THE DATA section start

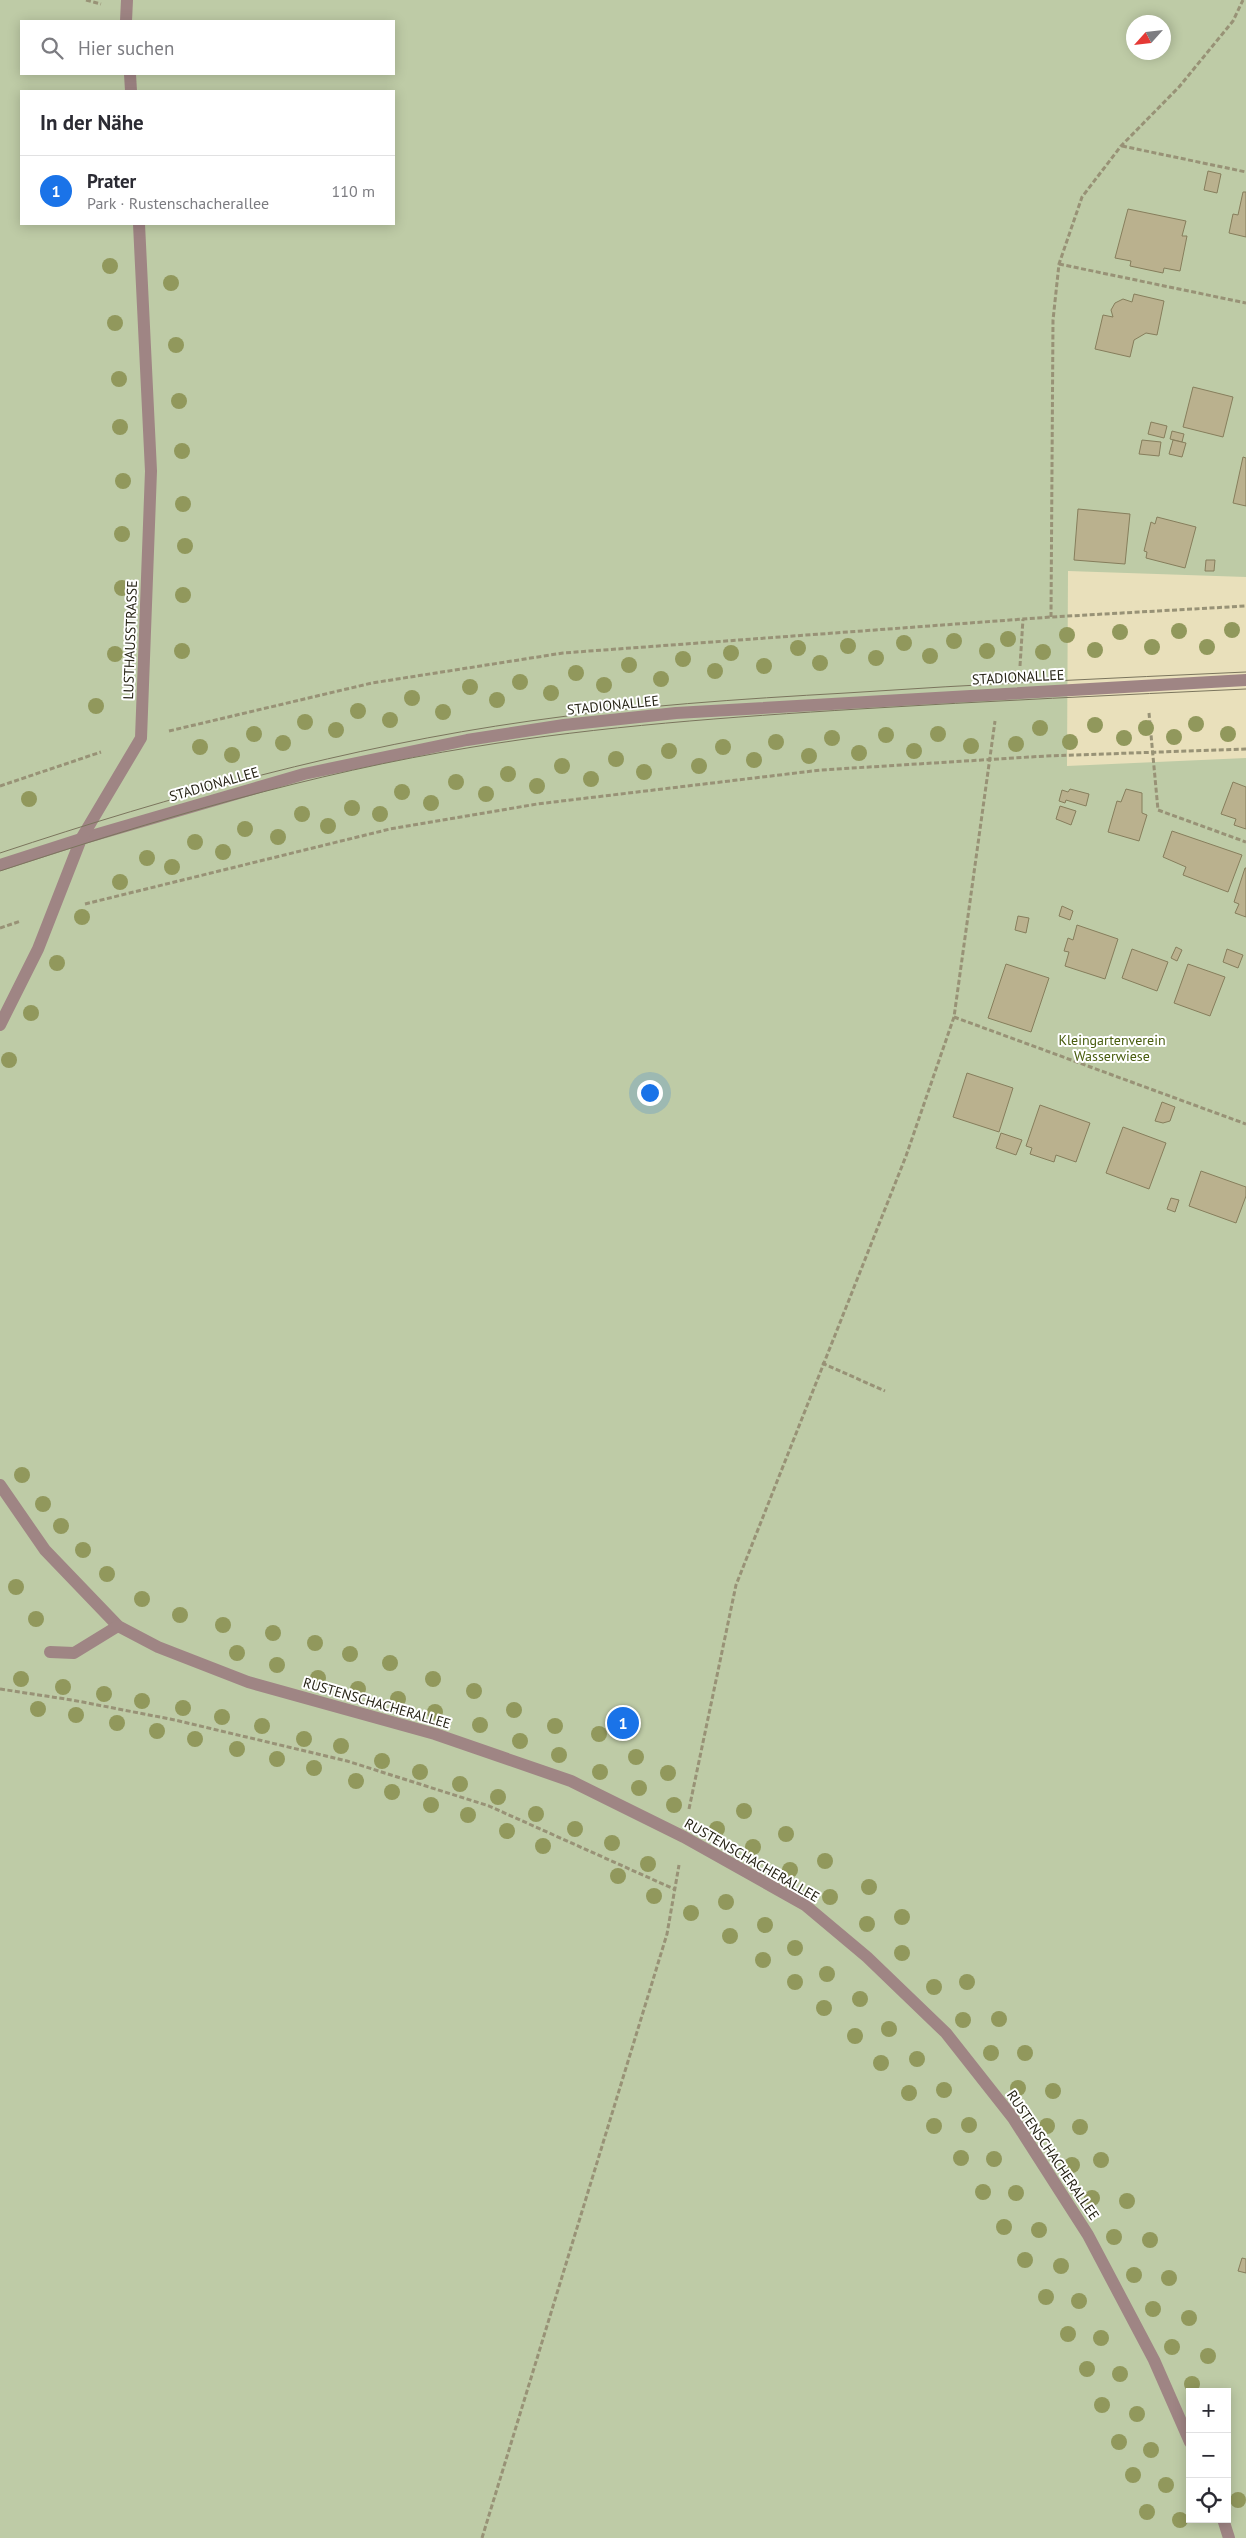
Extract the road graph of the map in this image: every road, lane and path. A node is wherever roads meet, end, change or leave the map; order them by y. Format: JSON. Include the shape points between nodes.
{"nodes":[{"id":1,"x":127,"y":0,"type":"edge"},
{"id":2,"x":1243,"y":0,"type":"edge"},
{"id":3,"x":126,"y":20,"type":"edge"},
{"id":4,"x":130,"y":75,"type":"edge"},
{"id":5,"x":131,"y":90,"type":"edge"},
{"id":6,"x":1121,"y":146,"type":"junction"},
{"id":7,"x":1246,"y":172,"type":"edge"},
{"id":8,"x":139,"y":225,"type":"edge"},
{"id":9,"x":1059,"y":264,"type":"junction"},
{"id":10,"x":1246,"y":303,"type":"edge"},
{"id":11,"x":1246,"y":606,"type":"edge"},
{"id":12,"x":1051,"y":617,"type":"junction"},
{"id":13,"x":1023,"y":619,"type":"junction"},
{"id":14,"x":1246,"y":680,"type":"edge"},
{"id":15,"x":1146,"y":686,"type":"junction"},
{"id":16,"x":1019,"y":692,"type":"junction"},
{"id":17,"x":999,"y":693,"type":"junction"},
{"id":18,"x":141,"y":738,"type":"junction"},
{"id":19,"x":1246,"y":749,"type":"edge"},
{"id":20,"x":1152,"y":752,"type":"junction"},
{"id":21,"x":990,"y":761,"type":"junction"},
{"id":22,"x":0,"y":786,"type":"edge"},
{"id":23,"x":81,"y":838,"type":"junction"},
{"id":24,"x":1246,"y":842,"type":"edge"},
{"id":25,"x":0,"y":865,"type":"edge"},
{"id":26,"x":52,"y":912,"type":"junction"},
{"id":27,"x":0,"y":928,"type":"edge"},
{"id":28,"x":954,"y":1018,"type":"junction"},
{"id":29,"x":0,"y":1025,"type":"edge"},
{"id":30,"x":1246,"y":1124,"type":"edge"},
{"id":31,"x":822,"y":1363,"type":"junction"},
{"id":32,"x":886,"y":1391,"type":"dead end"},
{"id":33,"x":0,"y":1484,"type":"edge"},
{"id":34,"x":118,"y":1626,"type":"junction"},
{"id":35,"x":50,"y":1652,"type":"dead end"},
{"id":36,"x":0,"y":1689,"type":"edge"},
{"id":37,"x":684,"y":1838,"type":"junction"},
{"id":38,"x":674,"y":1889,"type":"junction"},
{"id":39,"x":1186,"y":2433,"type":"edge"},
{"id":40,"x":1224,"y":2523,"type":"edge"},
{"id":41,"x":482,"y":2538,"type":"edge"},
{"id":42,"x":1229,"y":2538,"type":"edge"}],
"edges":[{"from":1,"to":3,"type":"street"},
{"from":2,"to":6,"type":"path","via":[[1233,21],[1179,87]]},
{"from":4,"to":5,"type":"street"},
{"from":6,"to":7,"type":"path"},
{"from":6,"to":9,"type":"path","via":[[1082,198]]},
{"from":8,"to":18,"type":"street","name":"LUSTHAUSSTRASSE","via":[[152,471]]},
{"from":9,"to":10,"type":"path"},
{"from":9,"to":12,"type":"path","via":[[1053,320]]},
{"from":11,"to":12,"type":"path"},
{"from":12,"to":13,"type":"path"},
{"from":13,"to":16,"type":"path"},
{"from":13,"to":18,"type":"path","via":[[563,653],[372,683]]},
{"from":14,"to":15,"type":"street","name":"STADIONALLEE"},
{"from":15,"to":16,"type":"street","name":"STADIONALLEE"},
{"from":15,"to":20,"type":"path"},
{"from":16,"to":17,"type":"street","name":"STADIONALLEE"},
{"from":17,"to":21,"type":"path"},
{"from":17,"to":23,"type":"street","name":"STADIONALLEE","via":[[676,713],[486,737],[304,774]]},
{"from":18,"to":22,"type":"path"},
{"from":18,"to":23,"type":"street","name":"LUSTHAUSSTRASSE"},
{"from":19,"to":20,"type":"path"},
{"from":20,"to":21,"type":"path"},
{"from":20,"to":24,"type":"path","via":[[1158,810]]},
{"from":21,"to":26,"type":"path","via":[[821,770],[537,804],[390,829]]},
{"from":21,"to":28,"type":"path"},
{"from":23,"to":25,"type":"street","name":"STADIONALLEE"},
{"from":23,"to":26,"type":"street","name":"LUSTHAUSSTRASSE"},
{"from":26,"to":27,"type":"path"},
{"from":26,"to":29,"type":"street","name":"LUSTHAUSSTRASSE","via":[[38,949]]},
{"from":28,"to":30,"type":"path"},
{"from":28,"to":31,"type":"path","via":[[906,1156]]},
{"from":31,"to":32,"type":"path"},
{"from":31,"to":37,"type":"path","via":[[736,1585]]},
{"from":33,"to":34,"type":"street","via":[[45,1550]]},
{"from":34,"to":35,"type":"street","via":[[74,1653]]},
{"from":34,"to":37,"type":"street","name":"RUSTENSCHACHERALLEE","via":[[158,1647],[248,1682],[435,1734],[571,1781]]},
{"from":36,"to":38,"type":"path","via":[[175,1720],[347,1761],[489,1806]]},
{"from":37,"to":38,"type":"path"},
{"from":37,"to":39,"type":"street","name":"RUSTENSCHACHERALLEE","via":[[805,1905],[867,1957],[946,2034],[1013,2118],[1088,2235],[1154,2360]]},
{"from":38,"to":41,"type":"path","via":[[667,1934]]},
{"from":40,"to":42,"type":"street"}]}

THE DATA section end

■ **WHAT YOU SHOULD DO**:
Retype all of the material above precisely as it reads. Pictures are not part of the copy.

■ **SOLUTION TO THE PROBLEM**:
Extract the road graph of the map in this image: every road, lane and path. A node is wherever roads meet, end, change or leave the map; order them by y. Format: JSON. Include the shape points between nodes.
{"nodes":[{"id":1,"x":127,"y":0,"type":"edge"},
{"id":2,"x":1243,"y":0,"type":"edge"},
{"id":3,"x":126,"y":20,"type":"edge"},
{"id":4,"x":130,"y":75,"type":"edge"},
{"id":5,"x":131,"y":90,"type":"edge"},
{"id":6,"x":1121,"y":146,"type":"junction"},
{"id":7,"x":1246,"y":172,"type":"edge"},
{"id":8,"x":139,"y":225,"type":"edge"},
{"id":9,"x":1059,"y":264,"type":"junction"},
{"id":10,"x":1246,"y":303,"type":"edge"},
{"id":11,"x":1246,"y":606,"type":"edge"},
{"id":12,"x":1051,"y":617,"type":"junction"},
{"id":13,"x":1023,"y":619,"type":"junction"},
{"id":14,"x":1246,"y":680,"type":"edge"},
{"id":15,"x":1146,"y":686,"type":"junction"},
{"id":16,"x":1019,"y":692,"type":"junction"},
{"id":17,"x":999,"y":693,"type":"junction"},
{"id":18,"x":141,"y":738,"type":"junction"},
{"id":19,"x":1246,"y":749,"type":"edge"},
{"id":20,"x":1152,"y":752,"type":"junction"},
{"id":21,"x":990,"y":761,"type":"junction"},
{"id":22,"x":0,"y":786,"type":"edge"},
{"id":23,"x":81,"y":838,"type":"junction"},
{"id":24,"x":1246,"y":842,"type":"edge"},
{"id":25,"x":0,"y":865,"type":"edge"},
{"id":26,"x":52,"y":912,"type":"junction"},
{"id":27,"x":0,"y":928,"type":"edge"},
{"id":28,"x":954,"y":1018,"type":"junction"},
{"id":29,"x":0,"y":1025,"type":"edge"},
{"id":30,"x":1246,"y":1124,"type":"edge"},
{"id":31,"x":822,"y":1363,"type":"junction"},
{"id":32,"x":886,"y":1391,"type":"dead end"},
{"id":33,"x":0,"y":1484,"type":"edge"},
{"id":34,"x":118,"y":1626,"type":"junction"},
{"id":35,"x":50,"y":1652,"type":"dead end"},
{"id":36,"x":0,"y":1689,"type":"edge"},
{"id":37,"x":684,"y":1838,"type":"junction"},
{"id":38,"x":674,"y":1889,"type":"junction"},
{"id":39,"x":1186,"y":2433,"type":"edge"},
{"id":40,"x":1224,"y":2523,"type":"edge"},
{"id":41,"x":482,"y":2538,"type":"edge"},
{"id":42,"x":1229,"y":2538,"type":"edge"}],
"edges":[{"from":1,"to":3,"type":"street"},
{"from":2,"to":6,"type":"path","via":[[1233,21],[1179,87]]},
{"from":4,"to":5,"type":"street"},
{"from":6,"to":7,"type":"path"},
{"from":6,"to":9,"type":"path","via":[[1082,198]]},
{"from":8,"to":18,"type":"street","name":"LUSTHAUSSTRASSE","via":[[152,471]]},
{"from":9,"to":10,"type":"path"},
{"from":9,"to":12,"type":"path","via":[[1053,320]]},
{"from":11,"to":12,"type":"path"},
{"from":12,"to":13,"type":"path"},
{"from":13,"to":16,"type":"path"},
{"from":13,"to":18,"type":"path","via":[[563,653],[372,683]]},
{"from":14,"to":15,"type":"street","name":"STADIONALLEE"},
{"from":15,"to":16,"type":"street","name":"STADIONALLEE"},
{"from":15,"to":20,"type":"path"},
{"from":16,"to":17,"type":"street","name":"STADIONALLEE"},
{"from":17,"to":21,"type":"path"},
{"from":17,"to":23,"type":"street","name":"STADIONALLEE","via":[[676,713],[486,737],[304,774]]},
{"from":18,"to":22,"type":"path"},
{"from":18,"to":23,"type":"street","name":"LUSTHAUSSTRASSE"},
{"from":19,"to":20,"type":"path"},
{"from":20,"to":21,"type":"path"},
{"from":20,"to":24,"type":"path","via":[[1158,810]]},
{"from":21,"to":26,"type":"path","via":[[821,770],[537,804],[390,829]]},
{"from":21,"to":28,"type":"path"},
{"from":23,"to":25,"type":"street","name":"STADIONALLEE"},
{"from":23,"to":26,"type":"street","name":"LUSTHAUSSTRASSE"},
{"from":26,"to":27,"type":"path"},
{"from":26,"to":29,"type":"street","name":"LUSTHAUSSTRASSE","via":[[38,949]]},
{"from":28,"to":30,"type":"path"},
{"from":28,"to":31,"type":"path","via":[[906,1156]]},
{"from":31,"to":32,"type":"path"},
{"from":31,"to":37,"type":"path","via":[[736,1585]]},
{"from":33,"to":34,"type":"street","via":[[45,1550]]},
{"from":34,"to":35,"type":"street","via":[[74,1653]]},
{"from":34,"to":37,"type":"street","name":"RUSTENSCHACHERALLEE","via":[[158,1647],[248,1682],[435,1734],[571,1781]]},
{"from":36,"to":38,"type":"path","via":[[175,1720],[347,1761],[489,1806]]},
{"from":37,"to":38,"type":"path"},
{"from":37,"to":39,"type":"street","name":"RUSTENSCHACHERALLEE","via":[[805,1905],[867,1957],[946,2034],[1013,2118],[1088,2235],[1154,2360]]},
{"from":38,"to":41,"type":"path","via":[[667,1934]]},
{"from":40,"to":42,"type":"street"}]}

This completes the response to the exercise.